Space and practicality
Front space, rear space, seating flexibility, boot
There’s very little to separate our contenders when it comes to space in the front, other than the fact that the Mazda CX-5’s standard-fit sunroof eats into head room a bit. If you’re well over six feet tall, it might be worth trying before buying, but everyone else will find that they have more than enough room.
There’s also plenty of storage space in the front of both cars, including large cubbyholes beneath the centre armrests, trays for phones and a pair of cupholders in each. You might bash your elbow on tall drinks bottles in the CX-5, though, because its cupholders are positioned quite close to the armrest.
There shouldn’t be many complaints from rear passengers in either car. There’s barely anything in it for head or leg room, so a couple of tall adults will fit easily – although the CX-5 feels a little more claustrophobic, because its sunroof lowers the height of the ceiling more towards the front of the car.
Its darker rooflining doesn’t help, either.
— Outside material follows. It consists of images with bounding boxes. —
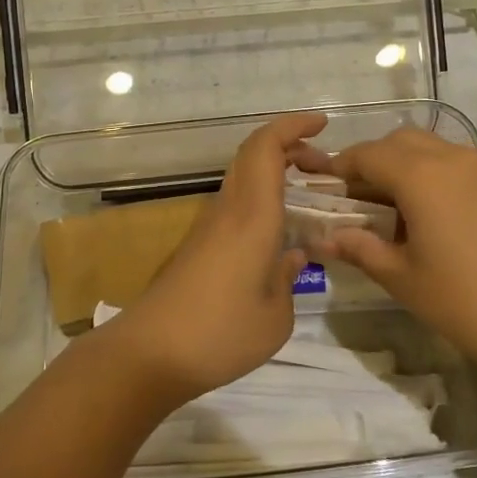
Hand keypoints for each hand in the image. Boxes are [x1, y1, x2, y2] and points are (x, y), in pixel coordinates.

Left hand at [104, 113, 320, 405]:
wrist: (151, 353)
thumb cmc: (220, 333)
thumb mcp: (276, 316)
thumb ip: (289, 278)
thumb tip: (293, 255)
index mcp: (251, 215)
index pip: (266, 148)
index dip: (293, 126)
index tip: (322, 124)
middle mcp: (228, 209)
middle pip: (253, 154)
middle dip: (290, 147)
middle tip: (325, 168)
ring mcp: (209, 226)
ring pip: (244, 177)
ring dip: (276, 172)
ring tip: (310, 195)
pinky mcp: (199, 245)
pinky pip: (237, 203)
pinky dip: (263, 198)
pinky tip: (280, 230)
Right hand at [295, 127, 476, 370]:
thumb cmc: (466, 301)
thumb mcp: (402, 278)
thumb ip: (360, 248)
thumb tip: (323, 238)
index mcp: (421, 175)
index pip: (366, 155)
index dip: (338, 168)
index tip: (319, 187)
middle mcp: (450, 159)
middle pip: (397, 142)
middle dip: (369, 162)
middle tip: (352, 200)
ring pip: (427, 149)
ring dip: (400, 166)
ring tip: (387, 210)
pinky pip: (451, 164)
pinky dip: (427, 175)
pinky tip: (424, 217)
However, the CX-5’s higher-set front seats free up more foot space for those sitting behind – useful if anyone is wearing chunky footwear.
If you’re carrying three people in the back, the Kia Sportage is more accommodating for whoever’s in the middle. That’s because there’s a smaller hump in the floor, along with a more comfortable backrest. It’s far from perfect, though; the mounts for the front seats, located on either side of the floor hump, mean you still need to sit with your legs splayed quite far apart, bashing knees with those on either side of you.
Neither car gives you the ability to slide the rear seats fore and aft to prioritise leg room or boot space, but at least you can recline the backrests. Those in the Sportage offer a wider range of movement, so your passengers can kick back in greater comfort. The CX-5 offers just two settings and you sit fairly upright either way.
Both of our contenders have large, practical boots. Each can swallow eight carry-on suitcases beneath its load cover – although there’s more space left over in the Sportage. With the standard height-adjustable boot floors in their high positions, there’s no lip at the entrance of either, and large openings make loading similarly easy, although the Sportage misses out on the CX-5’s powered tailgate.
Both have 12-volt sockets for powering accessories, as well as levers in the boot to remotely fold down the rear seatbacks (which are split in handy 40/20/40 configuration). Do so and they lie fully flat, with no step in the extended boot floor.